Welcome to the future, according to Daily Mail North America CEO Jon Steinberg. Publishers will need to think of themselves more as cable channels, using the vast distribution of platforms like Facebook, Twitter and Snapchat to run content — and monetize it. At some point, Steinberg expects Facebook will follow Snapchat’s lead and “ingest” content from publishers. So long as the money is good, this is a good thing, Steinberg told me and Digiday platforms editor John McDermott in this week’s Digiday Podcast.

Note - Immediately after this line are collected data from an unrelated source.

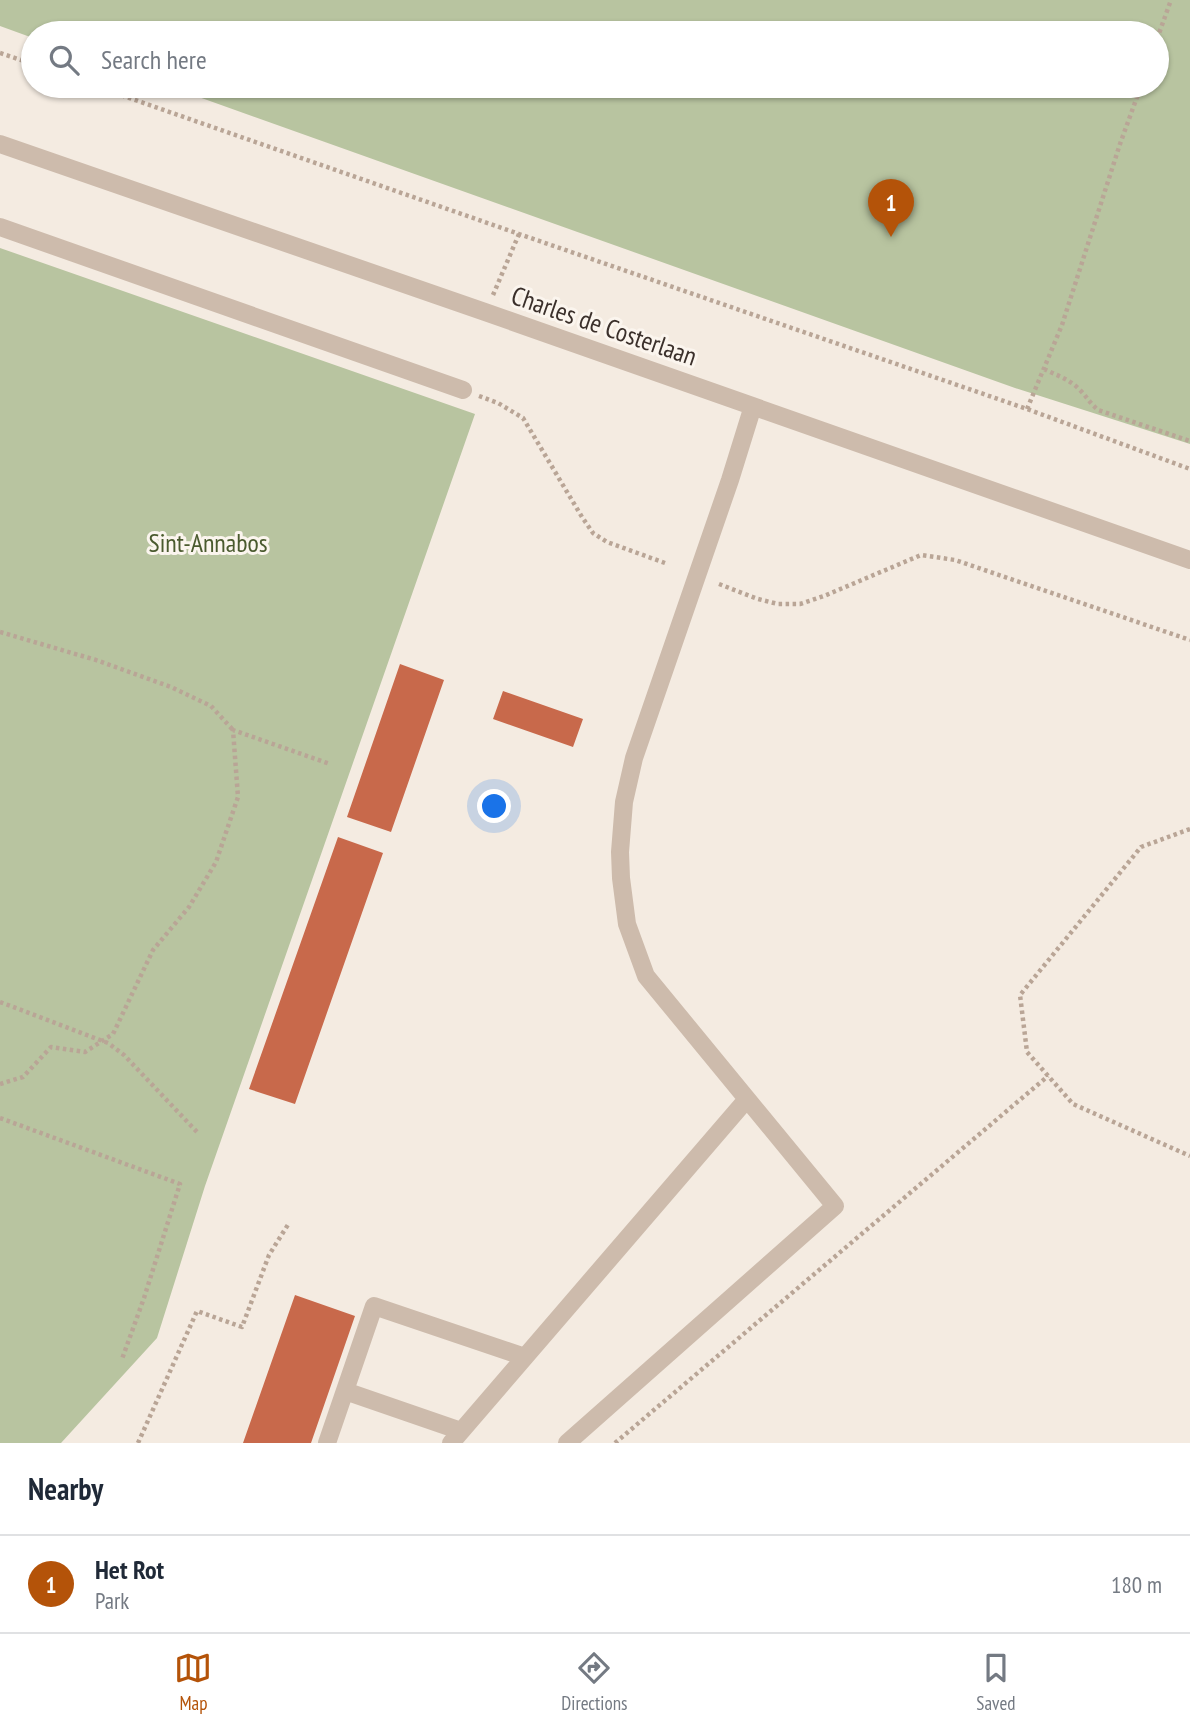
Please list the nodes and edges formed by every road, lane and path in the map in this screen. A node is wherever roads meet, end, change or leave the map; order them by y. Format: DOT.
graph roads {
  1 [pos="1171,0"];
  2 [pos="1163,21"];
  3 [pos="0,52"];
  4 [pos="21,60"];
  5 [pos="129,98"];
  6 [pos="1136,98"];
  7 [pos="0,144"];
  8 [pos="0,227"];
  9 [pos="519,234"];
  10 [pos="485,312"];
  11 [pos="1044,369"];
  12 [pos="463,390"];
  13 [pos="498,403"];
  14 [pos="753,406"];
  15 [pos="1027,409"];
  16 [pos="1190,442"];
  17 [pos="1190,469"];
  18 [pos="1190,560"];
  19 [pos="665,563"];
  20 [pos="719,584"];
  21 [pos="0,632"];
  22 [pos="1190,640"];
  23 [pos="233,730"];
  24 [pos="330,764"];
  25 [pos="1190,829"];
  26 [pos="0,1002"];
  27 [pos="102,1041"];
  28 [pos="1048,1076"];
  29 [pos="0,1084"];
  30 [pos="747,1099"];
  31 [pos="0,1118"];
  32 [pos="197,1132"];
  33 [pos="1190,1156"];
  34 [pos="289,1223"];
  35 [pos="525,1357"];
  36 [pos="122,1359"];
  37 [pos="345,1391"];
  38 [pos="456,1437"];
  39 [pos="138,1443"];
  40 [pos="327,1443"];
  41 [pos="567,1443"];
  42 [pos="615,1443"];
  1 -- 2 [label="path"];
  3 -- 4 [label="path"];
  5 -- 9 [label="path"];
  6 -- 11 [label="path"];
  7 -- 10 [label="lane, Charles de Costerlaan"];
  8 -- 12 [label="lane"];
  9 -- 10 [label="path"];
  9 -- 15 [label="path"];
  10 -- 14 [label="lane, Charles de Costerlaan"];
  11 -- 15 [label="path"];
  11 -- 16 [label="path"];
  13 -- 19 [label="path"];
  14 -- 18 [label="lane, Charles de Costerlaan"];
  14 -- 30 [label="lane"];
  15 -- 17 [label="path"];
  20 -- 22 [label="path"];
  21 -- 23 [label="path"];
  23 -- 24 [label="path"];
  23 -- 27 [label="path"];
  25 -- 28 [label="path"];
  26 -- 27 [label="path"];
  27 -- 29 [label="path"];
  27 -- 32 [label="path"];
  28 -- 33 [label="path"];
  28 -- 42 [label="path"];
  30 -- 35 [label="lane"];
  30 -- 41 [label="lane"];
  31 -- 36 [label="path"];
  34 -- 39 [label="path"];
  35 -- 37 [label="lane"];
  35 -- 38 [label="lane"];
  37 -- 38 [label="lane"];
  37 -- 40 [label="lane"];
}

“You can monetize on these platforms, then it makes it like cable,” Steinberg said. “All these knocks you see out there on these different platforms are missing what the opportunity is. The opportunity is you can create a lot of engagement, a lot of content that works, and you can monetize. You basically have a cable channel. Look at how well that worked out for Discovery, Time Warner and Viacom. That’s the model.”

Subscribe for future episodes, published weekly, at iTunes. Edited highlights from the episode:

The business model for platform publishing is emerging.
“If you create a large YouTube channel, you can create branded content and have enough views cycling off the editorial content that you can hit view goals on the branded content. Then there’s Snapchat, where you can sell advertising and you have a revenue share on the advertising we’re selling. It has the economics of a syndicated TV show.”

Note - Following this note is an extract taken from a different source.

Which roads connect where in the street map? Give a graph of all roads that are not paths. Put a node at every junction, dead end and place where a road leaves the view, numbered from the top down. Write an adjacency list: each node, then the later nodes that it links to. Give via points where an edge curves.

Publishing directly to the platforms is the future.
“I think that is going to be the model going forward for all of these players. I think if Facebook wants to ingest Web content to make it faster or make the experience ‘better,’ they will have to find a way to aggressively compensate publishers with [revenue] splits that make sense. Everyone has seen with YouTube that the nickels and dimes just didn’t make sense. With SnapChat it’s a lucrative enough model that with 11 channels and being able to sell advertising it’s a real business. Twitter and Facebook will have real business if they choose to ingest content.”

Video is the key battleground.
“With video we’ll look to cultivate the views on the sites we have, and we’ll look to expand them to Facebook video, which is a monster, and Twitter video and we’ll see where we net out on YouTube. Hopefully we’ll have content that’s attractive enough that we’ll be able to go and try to sell it to Amazon or Netflix or Comcast. It’s a return to selling to closed models. The difference is now there are six closed models. If you have high quality content, you should have the ability to sell that content.”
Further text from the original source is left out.